§ Excerpts from a dataset:
=== Begin Enclosure ===

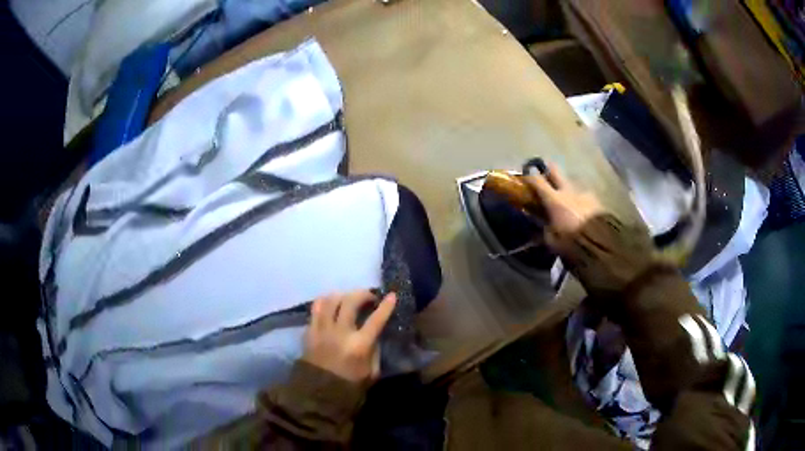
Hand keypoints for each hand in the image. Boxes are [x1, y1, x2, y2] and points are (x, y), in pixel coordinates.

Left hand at [303, 291, 396, 382]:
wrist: (319, 392)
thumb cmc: (350, 385)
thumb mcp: (372, 372)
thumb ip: (374, 350)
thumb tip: (374, 334)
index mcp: (359, 345)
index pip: (376, 320)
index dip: (386, 306)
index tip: (392, 295)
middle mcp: (340, 332)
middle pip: (350, 301)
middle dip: (362, 294)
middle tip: (369, 297)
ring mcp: (322, 330)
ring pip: (330, 300)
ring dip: (342, 295)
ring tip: (348, 299)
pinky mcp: (309, 331)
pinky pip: (316, 308)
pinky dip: (325, 302)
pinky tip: (331, 305)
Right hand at [524, 163, 603, 235]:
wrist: (601, 244)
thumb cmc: (572, 242)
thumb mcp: (553, 241)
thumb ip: (547, 229)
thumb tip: (545, 225)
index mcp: (554, 200)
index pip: (537, 181)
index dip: (530, 177)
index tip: (525, 177)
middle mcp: (568, 191)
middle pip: (555, 171)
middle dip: (549, 170)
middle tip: (545, 175)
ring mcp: (583, 193)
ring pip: (571, 183)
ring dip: (567, 188)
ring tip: (567, 198)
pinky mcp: (596, 200)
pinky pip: (584, 195)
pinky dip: (580, 199)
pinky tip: (581, 209)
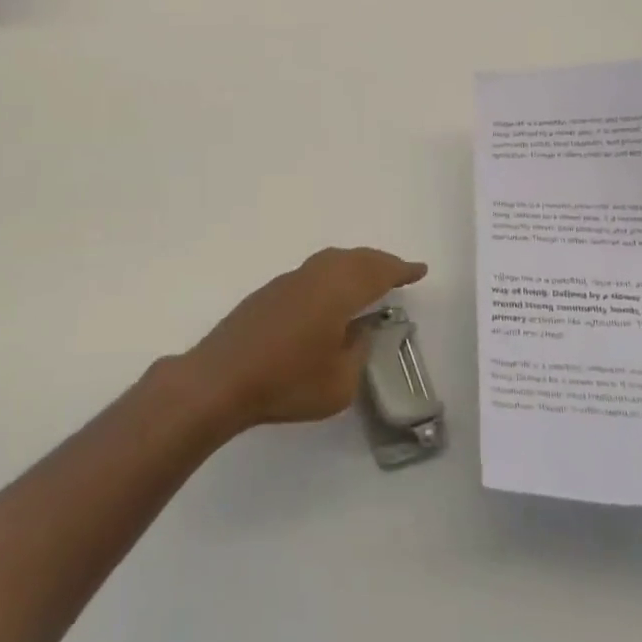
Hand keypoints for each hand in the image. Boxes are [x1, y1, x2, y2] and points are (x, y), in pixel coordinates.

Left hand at [181, 246, 427, 433]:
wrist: (221, 378)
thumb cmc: (286, 382)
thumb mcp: (339, 383)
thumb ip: (357, 352)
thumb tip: (360, 331)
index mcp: (338, 291)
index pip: (378, 272)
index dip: (401, 269)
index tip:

=== End Enclosure ===

§ Description of the task:
I would like the data above transcribed exactly, with its pictures left out.

§ Solution to this exercise:
Hand keypoints for each hand in the image. Boxes are [x1, y1, x2, y2] and points are (x, y), in pixel coordinates.

Left hand at [303, 291, 396, 382]:
wrist: (319, 392)
thumb cmc: (350, 385)
thumb mcp: (372, 372)
thumb ip: (374, 350)
thumb tip: (374, 334)
index mcp: (359, 345)
index pip: (376, 320)
index dip: (386, 306)
index tip: (392, 295)
middle mcp: (340, 332)
middle pip: (350, 301)
middle dip: (362, 294)
middle tip: (369, 297)
ring mcp: (322, 330)
ring pip: (330, 300)
ring dip: (342, 295)
ring tip: (348, 299)
pinky mcp: (309, 331)
pinky pip: (316, 308)
pinky dip: (325, 302)
pinky tip: (331, 305)
Right hand at [524, 163, 603, 235]:
wrist: (601, 244)
thumb cmc: (572, 242)
thumb mcp: (553, 241)
thumb ip: (547, 229)
thumb tip: (545, 225)
index mcp: (554, 200)
index pip: (537, 181)
index dip: (530, 177)
index tip: (525, 177)
middle mcp: (568, 191)
middle pip: (555, 171)
middle dip: (549, 170)
middle tip: (545, 175)
ring mcp: (583, 193)
ring pip: (571, 183)
ring dip: (567, 188)
ring tip: (567, 198)
pinky mcp: (596, 200)
pinky pip: (584, 195)
pinky dip: (580, 199)
pinky tip: (581, 209)
Hand keypoints for each hand in the image. Boxes are [x1, y1, x2, y2] and points are (x, y), in pixel coordinates.

Left hand at [181, 246, 427, 433]:
wrist: (221, 378)
thumb cmc: (286, 382)
thumb mcp: (339, 383)
thumb ip: (357, 352)
thumb tip: (360, 331)
index mcp: (338, 291)
index pip: (378, 272)
index dip: (401, 269)
index tip:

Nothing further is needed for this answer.